The answer must consist of each line below that holds the word "highway", copied as it stands.

Collected data entries:
------------

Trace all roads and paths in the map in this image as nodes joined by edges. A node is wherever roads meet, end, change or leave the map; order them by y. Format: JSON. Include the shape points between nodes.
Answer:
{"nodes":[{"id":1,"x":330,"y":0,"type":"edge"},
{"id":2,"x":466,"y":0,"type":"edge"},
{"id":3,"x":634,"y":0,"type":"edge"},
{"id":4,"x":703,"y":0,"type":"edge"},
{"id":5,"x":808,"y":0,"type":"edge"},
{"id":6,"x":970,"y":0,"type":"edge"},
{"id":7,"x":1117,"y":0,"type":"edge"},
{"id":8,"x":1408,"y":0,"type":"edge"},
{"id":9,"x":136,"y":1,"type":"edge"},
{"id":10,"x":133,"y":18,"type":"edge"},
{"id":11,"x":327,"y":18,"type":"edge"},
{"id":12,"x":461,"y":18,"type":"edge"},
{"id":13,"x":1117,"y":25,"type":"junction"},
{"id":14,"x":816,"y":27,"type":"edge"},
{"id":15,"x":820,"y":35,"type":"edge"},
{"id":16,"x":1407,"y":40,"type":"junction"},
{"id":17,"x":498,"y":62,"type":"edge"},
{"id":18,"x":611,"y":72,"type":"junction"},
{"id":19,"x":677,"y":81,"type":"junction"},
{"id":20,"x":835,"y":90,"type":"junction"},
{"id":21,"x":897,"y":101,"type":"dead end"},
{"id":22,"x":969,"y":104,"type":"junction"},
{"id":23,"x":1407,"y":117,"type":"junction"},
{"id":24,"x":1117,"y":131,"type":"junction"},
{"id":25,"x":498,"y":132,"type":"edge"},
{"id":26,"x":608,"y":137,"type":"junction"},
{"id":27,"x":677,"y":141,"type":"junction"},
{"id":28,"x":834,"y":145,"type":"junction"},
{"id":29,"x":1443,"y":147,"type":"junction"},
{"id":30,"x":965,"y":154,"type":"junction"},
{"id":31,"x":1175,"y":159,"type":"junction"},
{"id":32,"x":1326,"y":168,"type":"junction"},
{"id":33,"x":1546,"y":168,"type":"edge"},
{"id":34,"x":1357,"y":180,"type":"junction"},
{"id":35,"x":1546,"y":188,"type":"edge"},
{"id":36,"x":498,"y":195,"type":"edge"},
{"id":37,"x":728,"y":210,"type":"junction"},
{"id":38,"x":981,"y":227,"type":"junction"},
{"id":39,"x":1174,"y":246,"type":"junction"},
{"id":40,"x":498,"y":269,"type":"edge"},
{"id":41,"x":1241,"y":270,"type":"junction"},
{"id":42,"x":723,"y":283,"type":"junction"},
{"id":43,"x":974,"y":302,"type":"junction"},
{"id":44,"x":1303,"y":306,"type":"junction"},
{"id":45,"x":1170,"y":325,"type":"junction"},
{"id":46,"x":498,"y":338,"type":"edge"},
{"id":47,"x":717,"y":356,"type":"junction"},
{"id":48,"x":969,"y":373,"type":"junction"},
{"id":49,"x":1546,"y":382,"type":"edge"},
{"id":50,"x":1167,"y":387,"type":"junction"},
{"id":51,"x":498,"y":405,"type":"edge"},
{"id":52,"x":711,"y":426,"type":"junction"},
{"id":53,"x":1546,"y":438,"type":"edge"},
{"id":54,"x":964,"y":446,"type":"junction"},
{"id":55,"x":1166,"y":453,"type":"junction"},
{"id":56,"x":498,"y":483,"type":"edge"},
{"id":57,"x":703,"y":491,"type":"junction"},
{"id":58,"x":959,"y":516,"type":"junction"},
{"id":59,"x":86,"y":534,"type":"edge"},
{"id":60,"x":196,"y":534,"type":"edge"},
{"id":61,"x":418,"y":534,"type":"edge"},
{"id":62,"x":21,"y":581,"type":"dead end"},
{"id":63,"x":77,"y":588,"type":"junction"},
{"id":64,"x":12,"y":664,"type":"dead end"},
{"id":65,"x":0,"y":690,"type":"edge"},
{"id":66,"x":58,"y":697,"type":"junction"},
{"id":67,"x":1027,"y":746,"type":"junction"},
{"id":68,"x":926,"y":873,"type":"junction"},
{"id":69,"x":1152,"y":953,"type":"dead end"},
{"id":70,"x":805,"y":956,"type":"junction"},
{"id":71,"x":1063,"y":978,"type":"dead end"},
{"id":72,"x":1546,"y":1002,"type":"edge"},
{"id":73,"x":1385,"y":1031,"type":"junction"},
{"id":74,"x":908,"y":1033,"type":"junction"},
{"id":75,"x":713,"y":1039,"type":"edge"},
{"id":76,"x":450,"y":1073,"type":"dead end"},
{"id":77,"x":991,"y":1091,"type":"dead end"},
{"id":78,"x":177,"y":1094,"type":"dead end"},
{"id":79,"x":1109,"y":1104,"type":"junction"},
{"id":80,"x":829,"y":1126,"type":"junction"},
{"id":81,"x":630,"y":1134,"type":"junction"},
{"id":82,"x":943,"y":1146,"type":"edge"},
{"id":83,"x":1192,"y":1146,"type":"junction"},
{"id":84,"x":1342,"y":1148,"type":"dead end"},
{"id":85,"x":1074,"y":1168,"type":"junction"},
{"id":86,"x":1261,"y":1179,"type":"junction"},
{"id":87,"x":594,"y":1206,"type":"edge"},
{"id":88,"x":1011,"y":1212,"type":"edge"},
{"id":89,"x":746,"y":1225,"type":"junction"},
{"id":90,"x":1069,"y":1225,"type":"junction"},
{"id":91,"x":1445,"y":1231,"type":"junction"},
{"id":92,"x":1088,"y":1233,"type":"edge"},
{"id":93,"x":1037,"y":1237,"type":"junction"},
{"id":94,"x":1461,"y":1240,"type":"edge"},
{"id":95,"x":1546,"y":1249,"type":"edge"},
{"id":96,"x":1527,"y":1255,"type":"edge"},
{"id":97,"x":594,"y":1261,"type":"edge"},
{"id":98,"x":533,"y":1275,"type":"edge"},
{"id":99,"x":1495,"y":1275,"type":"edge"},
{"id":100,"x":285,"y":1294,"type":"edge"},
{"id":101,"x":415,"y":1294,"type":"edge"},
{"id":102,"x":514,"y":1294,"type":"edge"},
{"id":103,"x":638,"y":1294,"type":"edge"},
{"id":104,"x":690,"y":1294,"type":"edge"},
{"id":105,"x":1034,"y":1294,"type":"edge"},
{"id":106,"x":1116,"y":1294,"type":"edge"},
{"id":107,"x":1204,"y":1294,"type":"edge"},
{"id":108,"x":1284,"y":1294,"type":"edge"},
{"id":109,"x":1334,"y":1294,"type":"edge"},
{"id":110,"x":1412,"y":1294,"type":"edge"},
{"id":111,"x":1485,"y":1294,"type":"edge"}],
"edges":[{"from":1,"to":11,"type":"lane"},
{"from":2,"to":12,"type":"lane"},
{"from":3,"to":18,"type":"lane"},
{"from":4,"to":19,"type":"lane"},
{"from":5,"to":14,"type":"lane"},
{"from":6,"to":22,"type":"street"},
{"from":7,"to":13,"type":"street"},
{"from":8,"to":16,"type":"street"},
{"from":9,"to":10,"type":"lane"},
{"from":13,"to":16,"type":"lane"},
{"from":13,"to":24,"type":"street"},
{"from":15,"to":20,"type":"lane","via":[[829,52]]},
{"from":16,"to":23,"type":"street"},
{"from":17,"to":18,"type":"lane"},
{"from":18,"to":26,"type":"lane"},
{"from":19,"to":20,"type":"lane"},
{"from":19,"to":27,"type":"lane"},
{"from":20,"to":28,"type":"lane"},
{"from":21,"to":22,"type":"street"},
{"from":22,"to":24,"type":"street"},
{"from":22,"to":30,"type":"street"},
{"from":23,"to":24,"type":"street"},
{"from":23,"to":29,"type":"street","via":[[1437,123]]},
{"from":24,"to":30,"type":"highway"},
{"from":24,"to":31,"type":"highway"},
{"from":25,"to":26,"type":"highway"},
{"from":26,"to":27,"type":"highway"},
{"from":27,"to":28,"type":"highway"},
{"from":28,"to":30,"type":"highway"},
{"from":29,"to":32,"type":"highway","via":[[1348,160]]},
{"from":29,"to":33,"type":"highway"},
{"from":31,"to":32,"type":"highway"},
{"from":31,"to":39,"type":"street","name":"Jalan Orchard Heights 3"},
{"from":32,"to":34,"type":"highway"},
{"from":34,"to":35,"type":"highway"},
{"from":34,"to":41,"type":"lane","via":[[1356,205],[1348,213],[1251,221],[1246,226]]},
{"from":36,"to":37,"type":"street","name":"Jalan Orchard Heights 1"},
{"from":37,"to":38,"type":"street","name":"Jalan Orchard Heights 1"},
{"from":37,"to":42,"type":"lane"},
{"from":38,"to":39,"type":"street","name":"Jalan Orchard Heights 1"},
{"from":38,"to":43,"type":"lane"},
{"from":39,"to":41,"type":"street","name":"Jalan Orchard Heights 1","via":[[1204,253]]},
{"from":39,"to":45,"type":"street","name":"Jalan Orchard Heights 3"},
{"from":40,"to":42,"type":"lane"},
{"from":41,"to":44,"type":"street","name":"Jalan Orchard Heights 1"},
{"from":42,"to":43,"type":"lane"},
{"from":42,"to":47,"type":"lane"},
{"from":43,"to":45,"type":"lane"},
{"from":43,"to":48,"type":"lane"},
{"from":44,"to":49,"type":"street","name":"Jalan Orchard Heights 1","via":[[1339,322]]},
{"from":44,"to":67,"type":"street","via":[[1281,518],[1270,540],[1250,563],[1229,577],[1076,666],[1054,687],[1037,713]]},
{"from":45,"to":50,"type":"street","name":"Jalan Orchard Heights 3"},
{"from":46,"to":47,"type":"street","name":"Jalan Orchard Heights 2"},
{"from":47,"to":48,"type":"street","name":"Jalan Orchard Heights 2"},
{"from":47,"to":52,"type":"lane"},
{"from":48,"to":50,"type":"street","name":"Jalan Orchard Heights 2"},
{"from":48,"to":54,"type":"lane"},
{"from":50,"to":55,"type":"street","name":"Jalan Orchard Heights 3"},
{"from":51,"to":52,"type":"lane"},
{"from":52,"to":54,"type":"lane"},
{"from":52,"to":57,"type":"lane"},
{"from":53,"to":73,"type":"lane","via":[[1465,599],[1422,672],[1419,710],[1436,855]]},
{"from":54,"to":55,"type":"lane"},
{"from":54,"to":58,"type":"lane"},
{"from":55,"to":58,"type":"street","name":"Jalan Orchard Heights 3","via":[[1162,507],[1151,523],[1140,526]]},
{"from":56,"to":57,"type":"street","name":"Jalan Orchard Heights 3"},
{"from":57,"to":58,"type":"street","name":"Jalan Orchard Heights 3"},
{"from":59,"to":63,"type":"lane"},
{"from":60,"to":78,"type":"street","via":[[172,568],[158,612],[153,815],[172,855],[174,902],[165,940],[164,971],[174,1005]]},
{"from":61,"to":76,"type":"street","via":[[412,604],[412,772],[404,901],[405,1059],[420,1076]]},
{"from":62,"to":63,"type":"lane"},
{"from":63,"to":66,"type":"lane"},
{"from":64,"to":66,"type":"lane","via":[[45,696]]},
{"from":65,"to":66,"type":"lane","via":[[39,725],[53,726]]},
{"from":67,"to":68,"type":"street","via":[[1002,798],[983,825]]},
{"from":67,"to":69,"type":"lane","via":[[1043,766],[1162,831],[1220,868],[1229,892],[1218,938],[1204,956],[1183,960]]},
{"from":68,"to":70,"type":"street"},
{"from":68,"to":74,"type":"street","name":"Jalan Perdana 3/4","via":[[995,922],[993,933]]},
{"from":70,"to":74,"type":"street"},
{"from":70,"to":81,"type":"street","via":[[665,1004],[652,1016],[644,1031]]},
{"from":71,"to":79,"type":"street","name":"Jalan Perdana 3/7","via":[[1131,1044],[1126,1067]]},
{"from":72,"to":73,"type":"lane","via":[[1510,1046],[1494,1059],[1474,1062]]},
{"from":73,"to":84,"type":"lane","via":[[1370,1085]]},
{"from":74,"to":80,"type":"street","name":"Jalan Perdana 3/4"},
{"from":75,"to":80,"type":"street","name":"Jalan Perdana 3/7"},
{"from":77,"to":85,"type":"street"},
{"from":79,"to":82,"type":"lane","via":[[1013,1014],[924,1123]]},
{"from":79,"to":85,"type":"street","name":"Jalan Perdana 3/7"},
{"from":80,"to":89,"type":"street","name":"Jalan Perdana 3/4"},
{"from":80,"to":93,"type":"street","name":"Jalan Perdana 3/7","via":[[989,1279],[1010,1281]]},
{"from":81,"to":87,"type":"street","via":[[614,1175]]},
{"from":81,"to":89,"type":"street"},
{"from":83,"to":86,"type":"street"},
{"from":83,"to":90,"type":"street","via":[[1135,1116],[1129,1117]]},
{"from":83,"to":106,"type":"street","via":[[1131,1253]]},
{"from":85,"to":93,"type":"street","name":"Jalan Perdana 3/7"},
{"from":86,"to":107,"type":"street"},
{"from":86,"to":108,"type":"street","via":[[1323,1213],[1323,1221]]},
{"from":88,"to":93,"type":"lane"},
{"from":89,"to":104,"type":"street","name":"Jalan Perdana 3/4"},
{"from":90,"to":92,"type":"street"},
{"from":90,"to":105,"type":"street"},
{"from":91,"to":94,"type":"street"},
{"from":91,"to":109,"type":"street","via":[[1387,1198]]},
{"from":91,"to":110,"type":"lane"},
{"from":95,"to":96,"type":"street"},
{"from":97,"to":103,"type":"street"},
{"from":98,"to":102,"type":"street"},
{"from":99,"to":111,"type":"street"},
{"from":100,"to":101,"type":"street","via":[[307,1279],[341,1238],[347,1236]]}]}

------------

ANSWER BOX:
{"from":24,"to":30,"type":"highway"},
{"from":24,"to":31,"type":"highway"},
{"from":25,"to":26,"type":"highway"},
{"from":26,"to":27,"type":"highway"},
{"from":27,"to":28,"type":"highway"},
{"from":28,"to":30,"type":"highway"},
{"from":29,"to":32,"type":"highway","via":[[1348,160]]},
{"from":29,"to":33,"type":"highway"},
{"from":31,"to":32,"type":"highway"},
{"from":32,"to":34,"type":"highway"},
{"from":34,"to":35,"type":"highway"},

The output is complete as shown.